(Stored data entries)
= = = = =

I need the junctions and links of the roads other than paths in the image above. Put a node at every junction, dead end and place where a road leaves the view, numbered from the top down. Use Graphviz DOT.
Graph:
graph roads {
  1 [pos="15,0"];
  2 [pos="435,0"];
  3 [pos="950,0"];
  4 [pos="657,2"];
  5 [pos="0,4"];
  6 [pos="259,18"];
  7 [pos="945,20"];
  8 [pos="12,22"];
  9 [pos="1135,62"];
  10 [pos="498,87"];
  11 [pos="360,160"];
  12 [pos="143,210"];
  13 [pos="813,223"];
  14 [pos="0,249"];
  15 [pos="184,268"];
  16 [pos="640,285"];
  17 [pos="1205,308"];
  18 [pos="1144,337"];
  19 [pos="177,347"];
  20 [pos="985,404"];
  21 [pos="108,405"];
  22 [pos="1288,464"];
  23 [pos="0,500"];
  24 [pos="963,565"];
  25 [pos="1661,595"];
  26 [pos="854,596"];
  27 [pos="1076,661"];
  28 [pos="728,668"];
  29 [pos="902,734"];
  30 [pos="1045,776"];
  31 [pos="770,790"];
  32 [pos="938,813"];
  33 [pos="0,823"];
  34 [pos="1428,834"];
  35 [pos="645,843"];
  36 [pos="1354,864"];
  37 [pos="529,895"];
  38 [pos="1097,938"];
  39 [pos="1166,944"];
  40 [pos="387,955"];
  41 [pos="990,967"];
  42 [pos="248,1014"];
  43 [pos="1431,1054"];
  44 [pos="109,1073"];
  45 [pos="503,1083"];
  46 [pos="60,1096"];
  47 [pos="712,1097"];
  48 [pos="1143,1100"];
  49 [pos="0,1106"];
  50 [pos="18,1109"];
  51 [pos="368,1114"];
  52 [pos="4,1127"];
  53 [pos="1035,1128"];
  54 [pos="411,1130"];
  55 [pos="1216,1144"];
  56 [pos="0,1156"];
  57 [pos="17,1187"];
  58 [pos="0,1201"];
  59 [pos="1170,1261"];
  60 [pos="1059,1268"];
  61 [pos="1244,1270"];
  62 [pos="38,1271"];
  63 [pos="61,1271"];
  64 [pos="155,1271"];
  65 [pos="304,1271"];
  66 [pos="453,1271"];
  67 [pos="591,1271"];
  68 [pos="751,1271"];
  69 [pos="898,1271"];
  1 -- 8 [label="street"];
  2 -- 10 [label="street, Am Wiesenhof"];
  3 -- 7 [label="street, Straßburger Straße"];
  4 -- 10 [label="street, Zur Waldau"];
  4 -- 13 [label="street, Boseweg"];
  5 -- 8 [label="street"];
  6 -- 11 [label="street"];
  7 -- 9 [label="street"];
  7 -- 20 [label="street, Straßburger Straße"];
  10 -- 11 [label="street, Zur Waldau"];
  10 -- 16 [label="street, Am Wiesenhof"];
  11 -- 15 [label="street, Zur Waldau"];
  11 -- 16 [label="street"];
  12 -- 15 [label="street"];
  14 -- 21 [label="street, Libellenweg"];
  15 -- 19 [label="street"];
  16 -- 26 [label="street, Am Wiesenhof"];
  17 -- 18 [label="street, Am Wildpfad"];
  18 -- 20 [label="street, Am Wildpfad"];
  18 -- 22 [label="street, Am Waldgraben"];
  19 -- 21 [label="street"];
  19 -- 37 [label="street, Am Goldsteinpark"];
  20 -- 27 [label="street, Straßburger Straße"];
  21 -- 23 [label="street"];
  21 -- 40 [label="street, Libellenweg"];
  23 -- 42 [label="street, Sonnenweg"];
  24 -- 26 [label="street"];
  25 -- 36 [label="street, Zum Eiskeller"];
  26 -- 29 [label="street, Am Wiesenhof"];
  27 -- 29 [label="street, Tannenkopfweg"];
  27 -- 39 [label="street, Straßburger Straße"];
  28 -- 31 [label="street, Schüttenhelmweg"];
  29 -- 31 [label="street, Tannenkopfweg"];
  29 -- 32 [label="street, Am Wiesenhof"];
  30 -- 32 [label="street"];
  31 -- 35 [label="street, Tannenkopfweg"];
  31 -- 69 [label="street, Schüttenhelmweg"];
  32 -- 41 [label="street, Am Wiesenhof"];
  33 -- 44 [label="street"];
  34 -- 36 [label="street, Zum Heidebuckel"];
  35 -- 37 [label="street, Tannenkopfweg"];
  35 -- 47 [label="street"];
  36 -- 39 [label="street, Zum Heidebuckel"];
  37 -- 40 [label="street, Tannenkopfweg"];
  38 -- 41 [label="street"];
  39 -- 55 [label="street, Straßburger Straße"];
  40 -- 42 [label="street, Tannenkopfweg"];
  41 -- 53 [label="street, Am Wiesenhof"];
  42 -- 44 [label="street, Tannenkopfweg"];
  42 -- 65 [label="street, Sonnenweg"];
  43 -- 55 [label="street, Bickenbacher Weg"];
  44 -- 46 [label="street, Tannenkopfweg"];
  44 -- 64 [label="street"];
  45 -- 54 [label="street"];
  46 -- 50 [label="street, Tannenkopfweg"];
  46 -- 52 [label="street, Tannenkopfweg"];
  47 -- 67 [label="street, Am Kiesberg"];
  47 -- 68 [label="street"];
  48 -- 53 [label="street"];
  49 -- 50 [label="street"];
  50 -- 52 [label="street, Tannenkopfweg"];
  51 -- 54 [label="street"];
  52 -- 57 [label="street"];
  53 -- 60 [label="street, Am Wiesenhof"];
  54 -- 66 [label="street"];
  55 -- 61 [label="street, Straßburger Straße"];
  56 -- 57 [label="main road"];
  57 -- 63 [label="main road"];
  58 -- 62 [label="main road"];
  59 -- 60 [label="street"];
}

= = = = =

WHAT THE EXERCISE ASKS:
Find each line in the data above with the word "roads", then copy it.

RESPONSE:
I need the junctions and links of the roads other than paths in the image above. Put a node at every junction, dead end and place where a road leaves the view, numbered from the top down. Use Graphviz DOT.
graph roads {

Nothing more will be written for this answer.